Physical activity guidelines and recommendations have evolved from earlier fitness- and individual-oriented exercise prescriptions to public health-oriented recommendations. The new health-related recommendations, started by the CDC & ACSM recommendation in 1995 [6], consider all physical activity, whether at work or home, or during leisure or transport, to be potentially health-enhancing. The 1995 recommendation emphasised daily or almost daily moderate-intensity activity, such as walking, cycling and gardening, and targeted primarily adult populations. Based on new evidence, more recent recommendations emphasise the total weekly activity and include wider spectrum of activities with regard to the type and intensity. Thus activities for muscle and bone strength and flexibility, and vigorous-intensity activities are also recommended. The newer recommendations consider also more target groups in order to provide guidance to the whole population.

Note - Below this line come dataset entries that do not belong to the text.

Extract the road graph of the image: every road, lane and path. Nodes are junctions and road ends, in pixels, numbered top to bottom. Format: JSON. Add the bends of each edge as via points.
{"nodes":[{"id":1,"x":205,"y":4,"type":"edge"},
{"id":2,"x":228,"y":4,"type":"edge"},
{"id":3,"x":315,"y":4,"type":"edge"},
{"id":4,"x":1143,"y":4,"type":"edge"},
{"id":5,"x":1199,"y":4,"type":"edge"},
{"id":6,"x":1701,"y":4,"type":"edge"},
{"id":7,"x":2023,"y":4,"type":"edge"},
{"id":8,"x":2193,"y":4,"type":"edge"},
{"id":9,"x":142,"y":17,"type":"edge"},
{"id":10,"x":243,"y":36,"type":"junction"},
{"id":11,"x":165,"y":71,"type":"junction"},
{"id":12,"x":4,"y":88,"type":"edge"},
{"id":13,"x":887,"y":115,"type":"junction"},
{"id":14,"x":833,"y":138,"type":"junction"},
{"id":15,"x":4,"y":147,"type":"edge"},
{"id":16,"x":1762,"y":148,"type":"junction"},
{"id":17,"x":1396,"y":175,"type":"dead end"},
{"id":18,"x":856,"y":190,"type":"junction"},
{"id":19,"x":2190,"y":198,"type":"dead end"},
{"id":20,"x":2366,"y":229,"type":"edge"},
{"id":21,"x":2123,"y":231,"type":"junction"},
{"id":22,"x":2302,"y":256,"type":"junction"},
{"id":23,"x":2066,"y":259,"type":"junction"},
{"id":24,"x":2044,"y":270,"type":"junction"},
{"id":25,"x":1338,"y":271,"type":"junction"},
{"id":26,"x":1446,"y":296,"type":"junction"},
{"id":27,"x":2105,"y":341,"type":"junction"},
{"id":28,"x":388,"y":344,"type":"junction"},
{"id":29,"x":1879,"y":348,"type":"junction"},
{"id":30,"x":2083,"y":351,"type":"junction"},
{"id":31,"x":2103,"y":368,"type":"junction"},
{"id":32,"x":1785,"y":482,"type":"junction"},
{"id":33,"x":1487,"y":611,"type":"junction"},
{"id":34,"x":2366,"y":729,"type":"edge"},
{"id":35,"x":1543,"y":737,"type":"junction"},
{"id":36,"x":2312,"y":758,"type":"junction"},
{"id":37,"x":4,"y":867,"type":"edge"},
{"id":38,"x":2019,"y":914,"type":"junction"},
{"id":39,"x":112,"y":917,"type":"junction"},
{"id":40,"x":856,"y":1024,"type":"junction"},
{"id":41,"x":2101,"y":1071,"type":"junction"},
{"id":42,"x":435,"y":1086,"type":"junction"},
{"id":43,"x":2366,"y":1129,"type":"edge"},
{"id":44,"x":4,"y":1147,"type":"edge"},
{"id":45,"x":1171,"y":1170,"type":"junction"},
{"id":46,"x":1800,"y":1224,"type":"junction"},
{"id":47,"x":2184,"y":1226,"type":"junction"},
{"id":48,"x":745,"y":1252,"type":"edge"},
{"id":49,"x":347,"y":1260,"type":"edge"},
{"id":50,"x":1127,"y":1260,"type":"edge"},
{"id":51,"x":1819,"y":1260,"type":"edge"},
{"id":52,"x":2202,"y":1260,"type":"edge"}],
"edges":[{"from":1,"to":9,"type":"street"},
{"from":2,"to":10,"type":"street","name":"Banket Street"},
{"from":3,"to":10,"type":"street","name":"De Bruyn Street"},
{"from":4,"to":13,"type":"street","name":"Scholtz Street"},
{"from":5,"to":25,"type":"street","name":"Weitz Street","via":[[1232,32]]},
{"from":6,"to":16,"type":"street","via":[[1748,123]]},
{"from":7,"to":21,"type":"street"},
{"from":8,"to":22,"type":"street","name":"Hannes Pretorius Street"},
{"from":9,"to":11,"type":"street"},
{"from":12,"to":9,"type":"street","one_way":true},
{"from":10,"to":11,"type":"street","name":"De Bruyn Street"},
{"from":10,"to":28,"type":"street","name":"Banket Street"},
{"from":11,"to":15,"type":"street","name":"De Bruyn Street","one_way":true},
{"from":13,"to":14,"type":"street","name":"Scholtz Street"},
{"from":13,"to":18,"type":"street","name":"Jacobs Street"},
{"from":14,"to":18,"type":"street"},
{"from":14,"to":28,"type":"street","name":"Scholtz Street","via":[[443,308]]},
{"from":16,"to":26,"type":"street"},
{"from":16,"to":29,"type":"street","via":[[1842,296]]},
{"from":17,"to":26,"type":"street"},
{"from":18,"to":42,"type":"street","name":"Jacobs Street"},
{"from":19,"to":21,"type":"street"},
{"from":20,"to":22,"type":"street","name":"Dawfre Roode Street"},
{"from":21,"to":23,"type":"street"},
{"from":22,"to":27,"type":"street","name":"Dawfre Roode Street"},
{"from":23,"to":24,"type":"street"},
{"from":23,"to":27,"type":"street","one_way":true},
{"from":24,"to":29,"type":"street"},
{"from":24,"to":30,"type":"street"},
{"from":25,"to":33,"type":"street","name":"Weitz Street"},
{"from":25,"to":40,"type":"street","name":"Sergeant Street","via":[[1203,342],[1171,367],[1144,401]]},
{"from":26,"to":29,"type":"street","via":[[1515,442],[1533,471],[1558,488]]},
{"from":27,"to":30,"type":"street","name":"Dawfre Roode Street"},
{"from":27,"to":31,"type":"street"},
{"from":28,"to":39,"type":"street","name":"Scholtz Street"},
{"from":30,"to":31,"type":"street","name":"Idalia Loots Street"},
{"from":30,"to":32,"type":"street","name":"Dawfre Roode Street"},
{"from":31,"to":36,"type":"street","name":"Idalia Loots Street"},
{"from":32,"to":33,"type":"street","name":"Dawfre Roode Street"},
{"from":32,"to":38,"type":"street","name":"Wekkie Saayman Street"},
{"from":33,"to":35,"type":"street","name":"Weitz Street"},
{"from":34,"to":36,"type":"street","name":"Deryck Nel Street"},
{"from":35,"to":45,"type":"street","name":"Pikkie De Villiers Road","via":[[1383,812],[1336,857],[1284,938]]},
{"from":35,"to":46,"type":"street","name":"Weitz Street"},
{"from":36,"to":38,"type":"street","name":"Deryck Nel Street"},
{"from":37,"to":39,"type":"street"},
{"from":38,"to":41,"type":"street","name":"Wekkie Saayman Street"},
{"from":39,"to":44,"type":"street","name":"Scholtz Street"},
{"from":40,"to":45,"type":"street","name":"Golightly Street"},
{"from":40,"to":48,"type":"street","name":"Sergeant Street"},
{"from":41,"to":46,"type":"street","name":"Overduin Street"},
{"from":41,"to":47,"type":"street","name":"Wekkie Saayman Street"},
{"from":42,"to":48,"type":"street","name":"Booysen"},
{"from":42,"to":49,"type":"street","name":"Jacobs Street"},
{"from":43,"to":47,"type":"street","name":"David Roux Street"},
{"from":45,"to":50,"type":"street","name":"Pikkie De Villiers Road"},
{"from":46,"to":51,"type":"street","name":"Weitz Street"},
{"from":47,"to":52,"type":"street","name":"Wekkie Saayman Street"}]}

The WHO and WHO Europe have published guidelines to assist the member states and other stakeholders in the development and implementation of national physical activity plan and to provide guidance on policy options for effective promotion of physical activity at national and sub-national level. Most European countries have integrated the promotion of physical activity at least to some extent in their national health and other policies. However, there is a need to continue to update the policies both methodologically and substantially. Three national physical activity programmes for adults have been systematically analysed. They illustrate the importance of the cultural and political environment in the planning and implementation of such programmes as well as the strengths and weaknesses of them.

A number of evidence-based physical activity recommendations and policy development guidelines are available to support the design and implementation of physical activity policies, programmes and interventions to promote public health. Leading physical activity recommendations have been issued by U.S. experts and authorities and policy guidelines have been developed by the World Health Organisation. While there has been diffusion of this information to national scenes globally and in Europe, this has taken place in rather spontaneous and unorganised way. Although the European countries are beginning to increasingly adopt the latest scientific knowledge in developing efforts to promote physical activity for public health, there remains a need to adopt the newest recommendations nationally and to design national physical activity plans.

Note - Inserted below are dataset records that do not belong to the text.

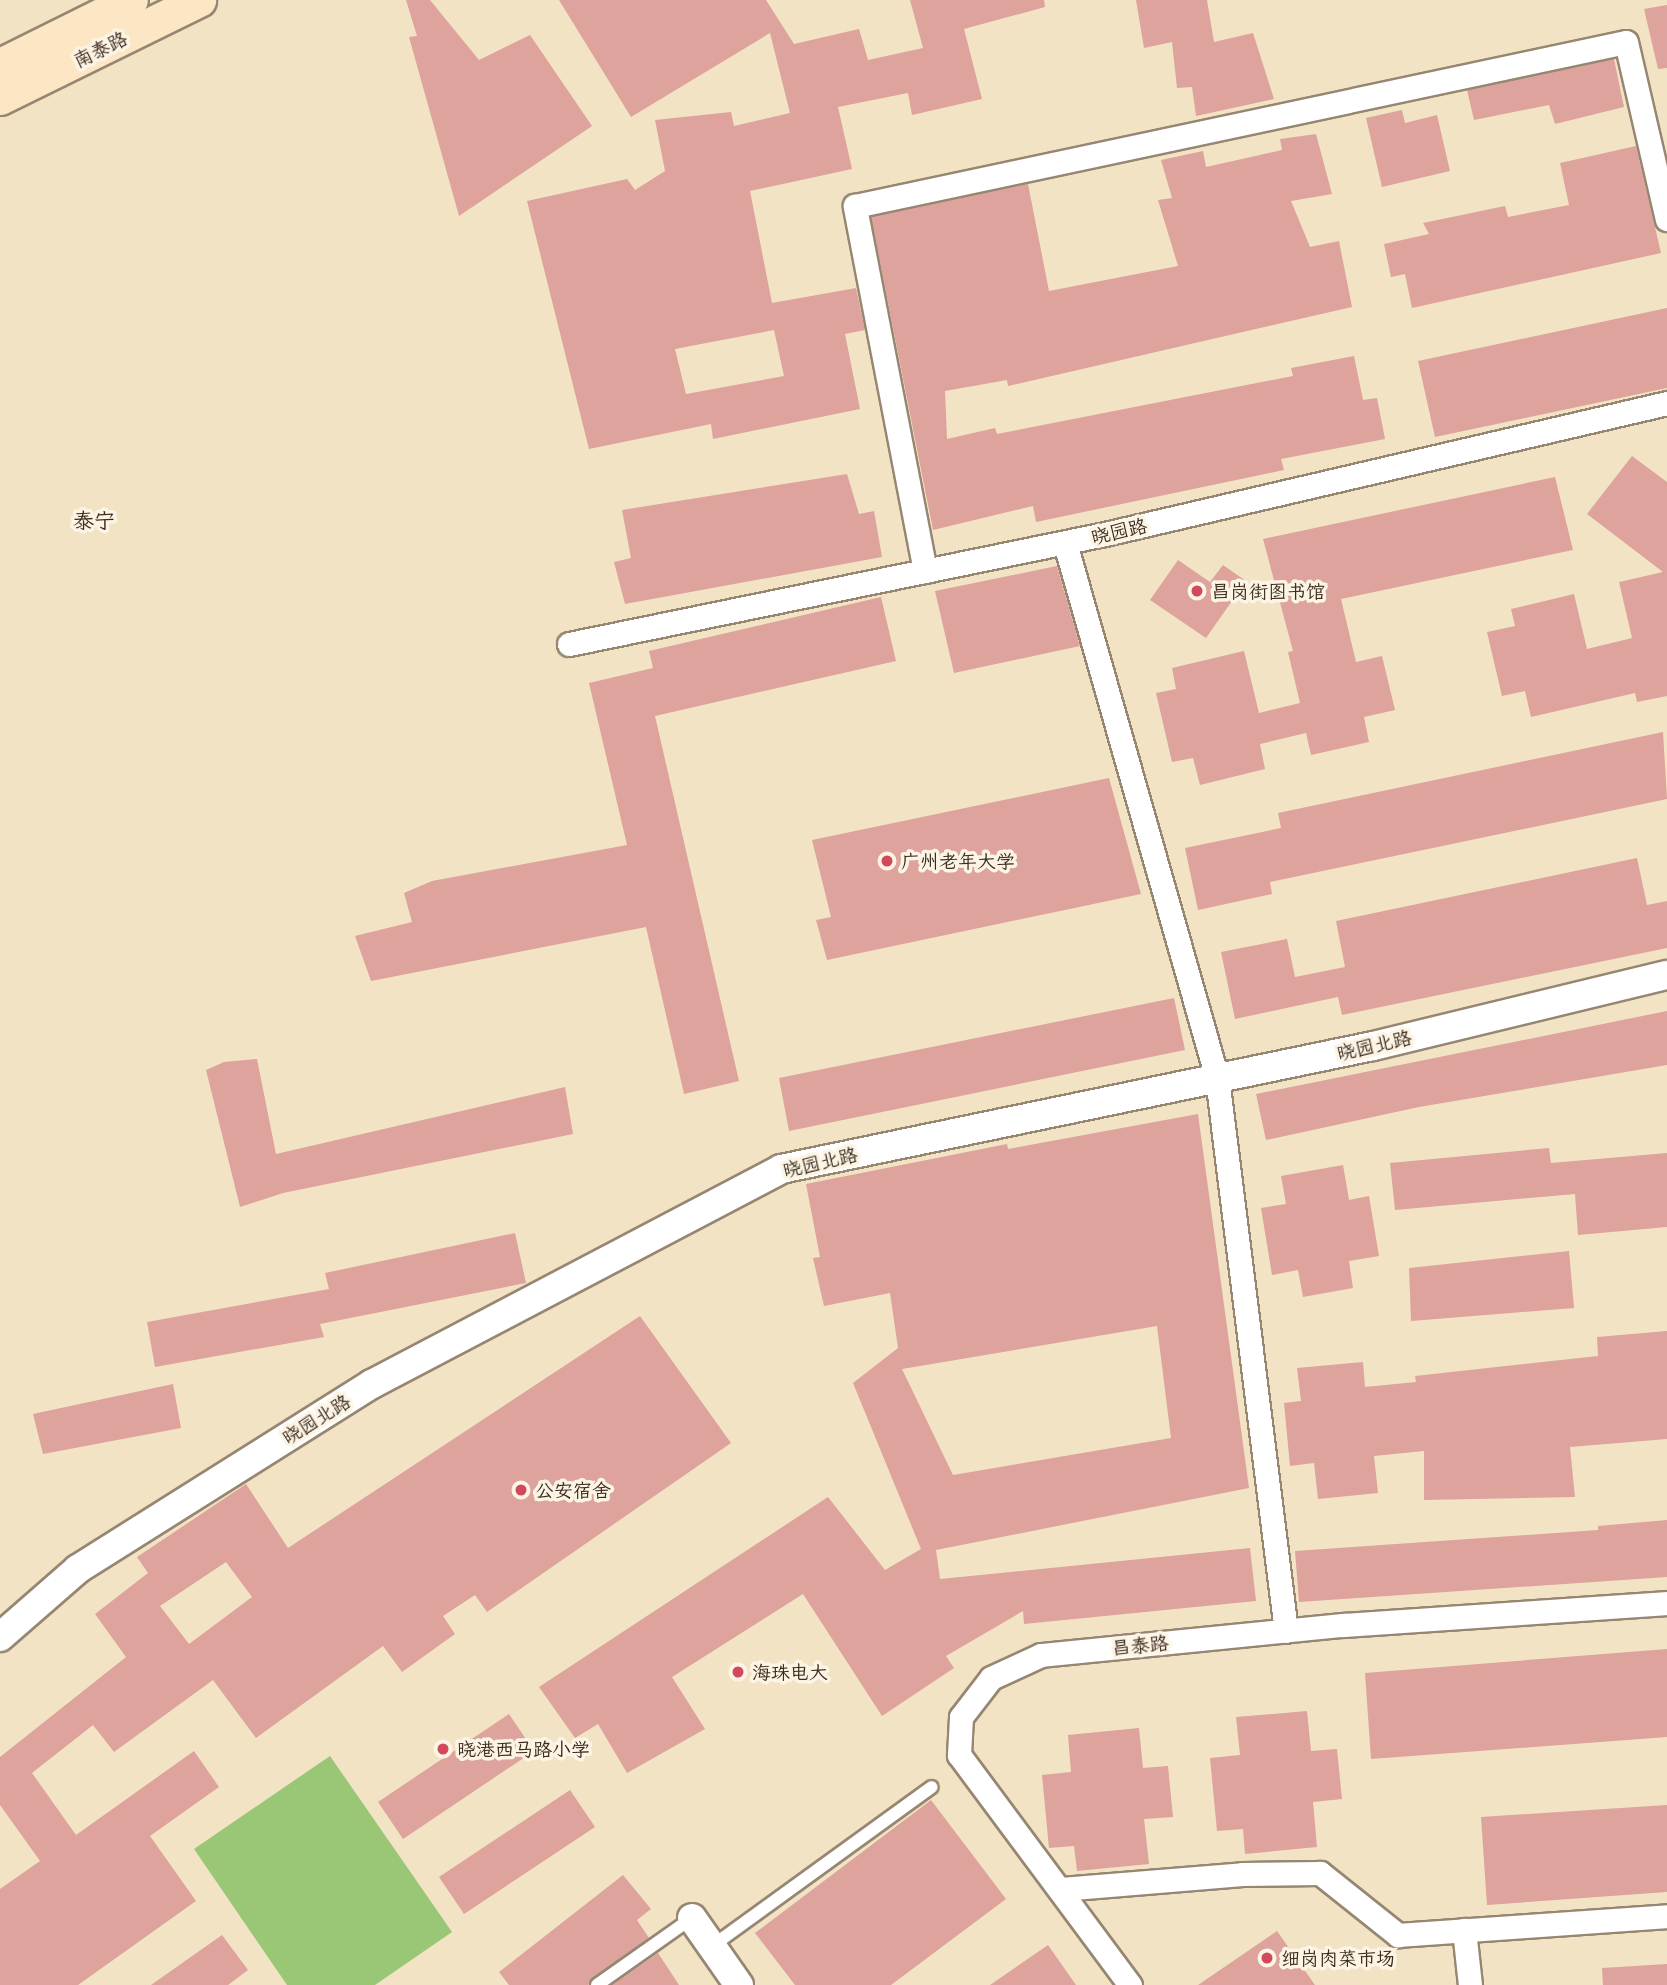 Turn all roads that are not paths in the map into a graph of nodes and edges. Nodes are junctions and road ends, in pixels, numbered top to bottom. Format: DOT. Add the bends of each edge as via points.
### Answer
graph roads {
  1 [pos="131,0"];
  2 [pos="199,0"];
  3 [pos="0,65"];
  4 [pos="0,98"];
  5 [pos="1667,219"];
  6 [pos="1667,403"];
  7 [pos="1065,543"];
  8 [pos="925,571"];
  9 [pos="569,644"];
  10 [pos="1667,975"];
  11 [pos="1217,1078"];
  12 [pos="1667,1603"];
  13 [pos="1286,1631"];
  14 [pos="0,1637"];
  15 [pos="932,1787"];
  16 [pos="1061,1889"];
  17 [pos="1667,1916"];
  18 [pos="692,1918"];
  19 [pos="1464,1930"];
  20 [pos="712,1946"];
  21 [pos="597,1985"];
  22 [pos="739,1985"];
  23 [pos="1130,1985"];
  24 [pos="1470,1985"];
  1 -- 3 [label="main road, 南泰路"];
  2 -- 4 [label="main road, 南泰路"];
  5 -- 8 [label="street" via="1626,42 855,206"];
  6 -- 7 [label="street, 晓园路"];
  7 -- 8 [label="street, 晓园路"];
  7 -- 11 [label="street"];
  8 -- 9 [label="street, 晓园路"];
  10 -- 11 [label="street, 晓园北路"];
  11 -- 13 [label="street"];
  11 -- 14 [label="street, 晓园北路" via="781,1169 372,1384 78,1569"];
  12 -- 13 [label="street, 昌泰路"];
  13 -- 16 [label="street, 昌泰路" via="1041,1655 991,1678 961,1717 959,1755"];
  15 -- 20 [label="lane"];
  16 -- 19 [label="street" via="1242,1874 1320,1873 1398,1935"];
  16 -- 23 [label="street, 昌泰路"];
  17 -- 19 [label="street"];
  18 -- 20 [label="street"];
  18 -- 21 [label="lane"];
  19 -- 24 [label="street"];
  20 -- 22 [label="street"];
}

The physical activity recommendations discussed in this review are population-targeted. The expected public health improvement are primarily based on the preventive effects of activity on specific diseases, which include many cardiovascular and metabolic diseases, some cancers and osteoporosis, and from the functional improvements. The recommendations are designed to guide the promotion of physical activity for public health. Their message is intended to inform the general public as well as health policy makers and practitioners what kind and how much physical activity is needed for health benefits conducive to public health gains. These recommendations can also be used by health care specialists to advice patients and customers on general health-enhancing physical activity behaviour.

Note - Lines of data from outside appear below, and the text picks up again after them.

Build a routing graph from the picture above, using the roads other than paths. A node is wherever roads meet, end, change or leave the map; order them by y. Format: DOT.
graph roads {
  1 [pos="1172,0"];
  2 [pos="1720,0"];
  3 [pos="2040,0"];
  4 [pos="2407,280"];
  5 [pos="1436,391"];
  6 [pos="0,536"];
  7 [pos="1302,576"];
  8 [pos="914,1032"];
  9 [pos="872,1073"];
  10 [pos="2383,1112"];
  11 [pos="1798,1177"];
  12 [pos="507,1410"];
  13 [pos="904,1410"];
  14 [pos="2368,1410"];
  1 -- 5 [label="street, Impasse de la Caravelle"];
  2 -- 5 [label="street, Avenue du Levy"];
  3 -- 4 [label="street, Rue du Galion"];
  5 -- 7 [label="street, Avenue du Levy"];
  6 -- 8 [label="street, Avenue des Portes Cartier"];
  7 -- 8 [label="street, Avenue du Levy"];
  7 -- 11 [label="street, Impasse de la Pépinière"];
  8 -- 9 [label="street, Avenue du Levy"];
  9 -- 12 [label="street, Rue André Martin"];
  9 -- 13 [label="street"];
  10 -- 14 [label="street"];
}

The physical activity recommendations are not meant to be used as such for individualised exercise prescriptions for the treatment of specific diseases. However, the outcome-specific dose–response evidence, on which the recommendations are based, can be used when designing activity treatment for a given disease, but this requires individualised dosage according to the clinical status of an individual. Currently this has to rely on existing evidence, which allows for crude activity specification for given types of disease states, e.g. aerobic activity for cardiovascular and metabolic diseases or resistance exercises for musculo-skeletal diseases. As new evidence on the dose-responses of physical activity and specific disease states accumulates, it is foreseeable that more outcome-specific activity dosage will be possible in the future.